= Your task =
Lines containing the word "Clay" are the ones to copy from the records below.

Data items
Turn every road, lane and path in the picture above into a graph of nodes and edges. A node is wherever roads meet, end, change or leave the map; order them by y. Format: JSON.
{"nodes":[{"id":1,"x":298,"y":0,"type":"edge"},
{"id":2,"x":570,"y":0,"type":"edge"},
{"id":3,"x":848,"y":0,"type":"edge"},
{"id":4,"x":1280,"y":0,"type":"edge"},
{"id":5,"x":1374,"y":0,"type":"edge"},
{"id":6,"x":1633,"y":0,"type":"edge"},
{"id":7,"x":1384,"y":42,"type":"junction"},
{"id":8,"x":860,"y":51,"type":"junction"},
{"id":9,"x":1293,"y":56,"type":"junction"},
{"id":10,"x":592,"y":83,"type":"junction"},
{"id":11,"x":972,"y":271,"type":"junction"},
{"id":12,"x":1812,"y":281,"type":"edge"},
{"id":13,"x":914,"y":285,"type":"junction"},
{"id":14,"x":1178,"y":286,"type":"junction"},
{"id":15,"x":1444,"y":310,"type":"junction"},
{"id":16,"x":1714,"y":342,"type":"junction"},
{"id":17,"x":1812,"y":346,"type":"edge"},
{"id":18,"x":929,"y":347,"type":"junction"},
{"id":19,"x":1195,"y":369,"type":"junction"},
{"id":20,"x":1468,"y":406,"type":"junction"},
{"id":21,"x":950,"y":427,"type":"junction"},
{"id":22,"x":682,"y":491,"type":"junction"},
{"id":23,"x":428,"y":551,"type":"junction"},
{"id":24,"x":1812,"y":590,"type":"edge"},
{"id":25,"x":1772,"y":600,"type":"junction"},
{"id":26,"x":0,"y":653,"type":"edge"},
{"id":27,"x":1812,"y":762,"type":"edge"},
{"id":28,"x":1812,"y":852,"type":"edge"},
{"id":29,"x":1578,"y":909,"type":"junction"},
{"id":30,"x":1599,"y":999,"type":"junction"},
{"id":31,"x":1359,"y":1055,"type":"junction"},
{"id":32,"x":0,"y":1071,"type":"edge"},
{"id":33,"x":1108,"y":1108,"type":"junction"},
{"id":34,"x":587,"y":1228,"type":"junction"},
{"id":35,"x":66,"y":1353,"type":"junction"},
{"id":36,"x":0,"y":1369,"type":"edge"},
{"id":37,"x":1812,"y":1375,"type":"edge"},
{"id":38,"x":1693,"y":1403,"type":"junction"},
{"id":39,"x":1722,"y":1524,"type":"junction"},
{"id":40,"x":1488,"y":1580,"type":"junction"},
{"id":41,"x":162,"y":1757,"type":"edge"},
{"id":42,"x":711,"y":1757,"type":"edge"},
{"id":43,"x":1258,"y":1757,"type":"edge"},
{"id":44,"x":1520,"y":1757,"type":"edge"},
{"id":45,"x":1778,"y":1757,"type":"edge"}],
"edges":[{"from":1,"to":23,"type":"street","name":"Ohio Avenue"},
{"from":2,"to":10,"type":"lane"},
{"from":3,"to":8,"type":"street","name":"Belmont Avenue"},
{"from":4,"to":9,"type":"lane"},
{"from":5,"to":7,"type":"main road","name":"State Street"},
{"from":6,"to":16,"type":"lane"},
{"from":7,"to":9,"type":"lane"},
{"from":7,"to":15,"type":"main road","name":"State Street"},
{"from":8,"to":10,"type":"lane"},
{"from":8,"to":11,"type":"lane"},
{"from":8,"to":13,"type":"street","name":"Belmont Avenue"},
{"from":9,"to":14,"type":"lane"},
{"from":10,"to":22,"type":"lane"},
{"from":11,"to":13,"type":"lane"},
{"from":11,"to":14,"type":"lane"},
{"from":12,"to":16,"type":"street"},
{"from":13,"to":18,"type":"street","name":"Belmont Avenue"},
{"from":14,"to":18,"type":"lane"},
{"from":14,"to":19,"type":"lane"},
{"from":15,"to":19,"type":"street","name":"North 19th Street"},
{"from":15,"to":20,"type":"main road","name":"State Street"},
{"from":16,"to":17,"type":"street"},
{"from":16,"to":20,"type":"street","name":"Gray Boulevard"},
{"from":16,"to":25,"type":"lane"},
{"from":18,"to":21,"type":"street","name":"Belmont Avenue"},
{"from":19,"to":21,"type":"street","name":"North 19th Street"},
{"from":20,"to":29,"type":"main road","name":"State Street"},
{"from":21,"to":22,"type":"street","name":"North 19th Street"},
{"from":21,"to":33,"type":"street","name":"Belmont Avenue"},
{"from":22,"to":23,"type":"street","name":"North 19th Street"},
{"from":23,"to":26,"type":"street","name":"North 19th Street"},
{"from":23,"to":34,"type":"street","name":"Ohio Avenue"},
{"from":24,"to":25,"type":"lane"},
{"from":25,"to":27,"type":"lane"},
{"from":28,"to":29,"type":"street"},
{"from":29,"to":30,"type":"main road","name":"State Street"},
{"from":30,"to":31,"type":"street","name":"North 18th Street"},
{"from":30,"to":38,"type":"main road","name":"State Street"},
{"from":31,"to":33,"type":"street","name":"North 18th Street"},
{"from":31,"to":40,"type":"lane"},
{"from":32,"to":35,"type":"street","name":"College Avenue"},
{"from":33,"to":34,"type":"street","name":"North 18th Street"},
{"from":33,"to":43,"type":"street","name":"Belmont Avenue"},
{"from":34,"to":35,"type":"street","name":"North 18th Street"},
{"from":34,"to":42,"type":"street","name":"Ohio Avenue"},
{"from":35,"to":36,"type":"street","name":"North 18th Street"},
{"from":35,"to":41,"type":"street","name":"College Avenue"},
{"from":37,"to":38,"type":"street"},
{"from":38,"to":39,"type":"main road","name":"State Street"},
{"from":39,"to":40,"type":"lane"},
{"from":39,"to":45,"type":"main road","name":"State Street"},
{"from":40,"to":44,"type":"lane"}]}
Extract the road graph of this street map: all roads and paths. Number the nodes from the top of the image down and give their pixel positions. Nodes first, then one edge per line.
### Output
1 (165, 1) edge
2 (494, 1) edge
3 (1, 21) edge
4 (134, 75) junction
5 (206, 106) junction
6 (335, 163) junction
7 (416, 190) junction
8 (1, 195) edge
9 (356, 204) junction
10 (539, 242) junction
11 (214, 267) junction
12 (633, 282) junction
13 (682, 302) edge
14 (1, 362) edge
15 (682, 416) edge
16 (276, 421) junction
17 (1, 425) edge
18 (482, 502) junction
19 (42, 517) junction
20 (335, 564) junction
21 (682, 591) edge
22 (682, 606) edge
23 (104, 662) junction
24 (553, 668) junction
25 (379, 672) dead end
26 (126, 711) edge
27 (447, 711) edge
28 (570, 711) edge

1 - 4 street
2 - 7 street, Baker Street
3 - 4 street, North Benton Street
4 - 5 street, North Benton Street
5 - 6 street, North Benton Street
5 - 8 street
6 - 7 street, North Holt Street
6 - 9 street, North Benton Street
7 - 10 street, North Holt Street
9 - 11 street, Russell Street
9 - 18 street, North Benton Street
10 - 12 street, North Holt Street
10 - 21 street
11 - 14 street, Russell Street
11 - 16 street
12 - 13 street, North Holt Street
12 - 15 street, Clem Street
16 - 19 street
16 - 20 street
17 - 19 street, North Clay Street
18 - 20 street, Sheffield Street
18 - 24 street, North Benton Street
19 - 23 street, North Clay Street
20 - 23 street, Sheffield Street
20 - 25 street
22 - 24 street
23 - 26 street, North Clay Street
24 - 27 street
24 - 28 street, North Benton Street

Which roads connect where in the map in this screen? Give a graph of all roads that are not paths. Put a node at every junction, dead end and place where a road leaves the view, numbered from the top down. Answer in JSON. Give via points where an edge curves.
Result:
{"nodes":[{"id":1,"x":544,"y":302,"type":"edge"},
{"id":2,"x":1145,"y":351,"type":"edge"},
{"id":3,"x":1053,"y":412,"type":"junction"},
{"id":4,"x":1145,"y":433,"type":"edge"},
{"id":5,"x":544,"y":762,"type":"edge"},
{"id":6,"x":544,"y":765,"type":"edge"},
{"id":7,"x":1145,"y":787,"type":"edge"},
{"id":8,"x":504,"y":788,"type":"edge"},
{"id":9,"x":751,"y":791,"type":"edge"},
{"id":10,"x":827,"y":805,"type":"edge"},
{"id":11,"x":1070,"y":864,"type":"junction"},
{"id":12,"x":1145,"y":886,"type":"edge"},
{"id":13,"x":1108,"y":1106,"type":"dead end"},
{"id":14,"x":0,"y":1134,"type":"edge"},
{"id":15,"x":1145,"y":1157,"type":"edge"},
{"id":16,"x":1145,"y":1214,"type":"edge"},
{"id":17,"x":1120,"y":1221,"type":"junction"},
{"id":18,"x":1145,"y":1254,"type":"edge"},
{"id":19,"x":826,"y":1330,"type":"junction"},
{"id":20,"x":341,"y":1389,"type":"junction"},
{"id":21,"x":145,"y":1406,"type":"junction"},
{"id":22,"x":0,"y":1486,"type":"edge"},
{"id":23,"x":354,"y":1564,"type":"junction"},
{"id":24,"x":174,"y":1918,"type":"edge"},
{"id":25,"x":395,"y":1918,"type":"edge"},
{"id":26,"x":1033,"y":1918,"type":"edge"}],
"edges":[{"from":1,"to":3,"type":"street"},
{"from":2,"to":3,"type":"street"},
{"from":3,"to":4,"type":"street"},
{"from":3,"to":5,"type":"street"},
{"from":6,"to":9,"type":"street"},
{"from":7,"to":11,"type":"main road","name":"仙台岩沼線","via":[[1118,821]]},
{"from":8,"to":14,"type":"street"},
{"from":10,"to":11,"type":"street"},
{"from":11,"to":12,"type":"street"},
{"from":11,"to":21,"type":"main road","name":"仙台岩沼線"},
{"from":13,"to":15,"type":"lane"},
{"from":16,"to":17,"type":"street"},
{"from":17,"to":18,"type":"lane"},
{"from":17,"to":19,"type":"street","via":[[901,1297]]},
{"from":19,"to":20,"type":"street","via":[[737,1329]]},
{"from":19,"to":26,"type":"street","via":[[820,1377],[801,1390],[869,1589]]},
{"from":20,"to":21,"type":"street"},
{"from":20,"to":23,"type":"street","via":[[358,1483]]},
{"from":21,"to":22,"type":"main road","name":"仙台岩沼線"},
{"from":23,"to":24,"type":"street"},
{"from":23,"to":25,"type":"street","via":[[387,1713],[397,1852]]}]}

= Task response =
17 - 19 street, North Clay Street
19 - 23 street, North Clay Street
23 - 26 street, North Clay Street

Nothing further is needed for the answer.